== Dataset entries ==
------------------------------------------------------------
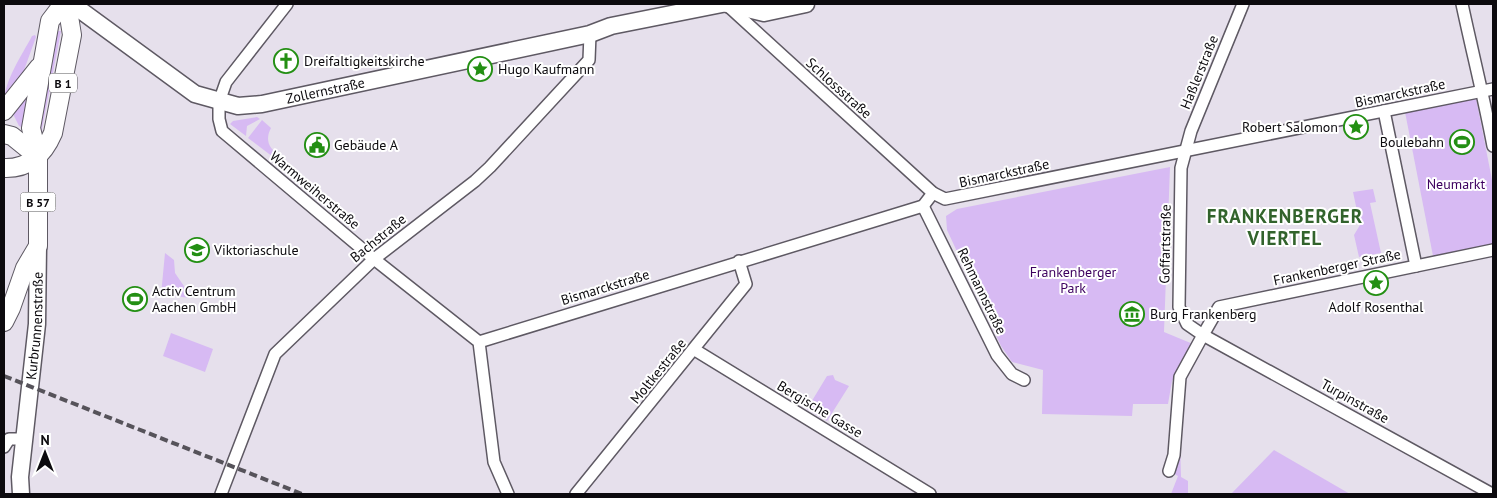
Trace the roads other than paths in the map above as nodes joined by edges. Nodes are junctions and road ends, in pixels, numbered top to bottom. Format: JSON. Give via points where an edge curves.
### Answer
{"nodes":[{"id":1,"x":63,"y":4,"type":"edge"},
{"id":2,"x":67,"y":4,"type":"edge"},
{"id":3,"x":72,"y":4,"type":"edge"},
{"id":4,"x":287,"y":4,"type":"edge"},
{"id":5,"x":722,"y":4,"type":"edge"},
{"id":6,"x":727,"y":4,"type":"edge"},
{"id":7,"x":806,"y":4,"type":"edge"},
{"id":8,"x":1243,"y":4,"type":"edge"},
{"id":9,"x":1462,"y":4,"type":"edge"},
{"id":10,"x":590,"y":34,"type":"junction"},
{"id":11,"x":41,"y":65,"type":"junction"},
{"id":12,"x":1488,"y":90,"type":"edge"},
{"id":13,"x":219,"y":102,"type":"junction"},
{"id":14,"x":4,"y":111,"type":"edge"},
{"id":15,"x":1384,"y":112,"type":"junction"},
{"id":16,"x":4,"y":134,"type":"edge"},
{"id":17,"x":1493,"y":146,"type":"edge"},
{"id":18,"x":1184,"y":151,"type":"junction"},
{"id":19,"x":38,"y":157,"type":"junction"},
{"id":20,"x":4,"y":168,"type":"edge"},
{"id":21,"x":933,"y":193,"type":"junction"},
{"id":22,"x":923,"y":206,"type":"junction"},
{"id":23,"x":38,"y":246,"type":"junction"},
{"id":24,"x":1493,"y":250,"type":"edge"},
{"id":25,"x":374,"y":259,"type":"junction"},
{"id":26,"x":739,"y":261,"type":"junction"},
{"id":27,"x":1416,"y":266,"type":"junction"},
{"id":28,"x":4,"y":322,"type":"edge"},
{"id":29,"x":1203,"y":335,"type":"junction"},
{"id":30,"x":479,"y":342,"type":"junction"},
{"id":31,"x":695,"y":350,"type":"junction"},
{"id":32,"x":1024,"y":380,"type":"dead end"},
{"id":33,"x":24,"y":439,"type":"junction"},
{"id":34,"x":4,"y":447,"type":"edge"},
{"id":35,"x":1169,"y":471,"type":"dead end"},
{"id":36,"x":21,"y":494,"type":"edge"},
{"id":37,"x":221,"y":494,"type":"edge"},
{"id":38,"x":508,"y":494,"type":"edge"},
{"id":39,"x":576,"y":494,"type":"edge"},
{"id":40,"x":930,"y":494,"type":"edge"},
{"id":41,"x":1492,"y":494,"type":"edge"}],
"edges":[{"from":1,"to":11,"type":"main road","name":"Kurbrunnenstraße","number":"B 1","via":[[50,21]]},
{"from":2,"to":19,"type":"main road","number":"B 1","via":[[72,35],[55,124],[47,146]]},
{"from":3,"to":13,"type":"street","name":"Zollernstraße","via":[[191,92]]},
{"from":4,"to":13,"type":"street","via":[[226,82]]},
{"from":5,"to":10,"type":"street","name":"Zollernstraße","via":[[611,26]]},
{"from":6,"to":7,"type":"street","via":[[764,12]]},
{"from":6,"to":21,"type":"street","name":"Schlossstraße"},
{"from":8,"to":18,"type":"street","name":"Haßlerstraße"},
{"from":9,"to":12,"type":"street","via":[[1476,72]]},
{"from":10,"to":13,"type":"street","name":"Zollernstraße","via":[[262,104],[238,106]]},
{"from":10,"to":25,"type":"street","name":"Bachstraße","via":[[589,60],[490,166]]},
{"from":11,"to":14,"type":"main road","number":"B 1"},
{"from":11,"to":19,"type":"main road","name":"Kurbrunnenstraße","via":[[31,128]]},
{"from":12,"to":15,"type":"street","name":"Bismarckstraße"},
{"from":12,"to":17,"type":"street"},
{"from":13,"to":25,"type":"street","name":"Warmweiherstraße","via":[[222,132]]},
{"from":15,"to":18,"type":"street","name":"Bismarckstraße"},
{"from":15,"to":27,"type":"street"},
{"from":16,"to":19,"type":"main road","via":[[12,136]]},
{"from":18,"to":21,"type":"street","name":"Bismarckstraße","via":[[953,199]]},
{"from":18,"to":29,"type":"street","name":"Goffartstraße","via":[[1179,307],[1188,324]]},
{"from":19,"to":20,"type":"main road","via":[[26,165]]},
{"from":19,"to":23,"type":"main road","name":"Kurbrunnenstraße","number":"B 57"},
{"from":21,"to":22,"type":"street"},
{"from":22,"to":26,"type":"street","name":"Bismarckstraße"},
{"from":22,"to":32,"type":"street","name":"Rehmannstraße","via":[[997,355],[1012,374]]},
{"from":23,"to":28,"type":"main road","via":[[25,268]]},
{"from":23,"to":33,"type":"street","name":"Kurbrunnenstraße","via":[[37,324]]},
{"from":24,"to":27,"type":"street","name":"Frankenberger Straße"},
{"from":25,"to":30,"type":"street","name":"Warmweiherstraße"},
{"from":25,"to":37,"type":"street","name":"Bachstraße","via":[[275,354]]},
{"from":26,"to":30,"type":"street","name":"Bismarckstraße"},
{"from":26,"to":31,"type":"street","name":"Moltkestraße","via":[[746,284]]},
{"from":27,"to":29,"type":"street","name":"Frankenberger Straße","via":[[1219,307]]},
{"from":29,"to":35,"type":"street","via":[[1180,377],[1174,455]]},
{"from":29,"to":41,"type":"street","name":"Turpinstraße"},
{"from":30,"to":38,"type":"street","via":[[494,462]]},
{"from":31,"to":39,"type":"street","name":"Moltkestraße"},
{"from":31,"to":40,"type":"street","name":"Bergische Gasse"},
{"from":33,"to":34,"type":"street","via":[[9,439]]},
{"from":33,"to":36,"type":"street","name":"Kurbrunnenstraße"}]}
------------------------------------------------------------
Count up the lines of the data that include "Zollernstraße". Reply with a number only.

3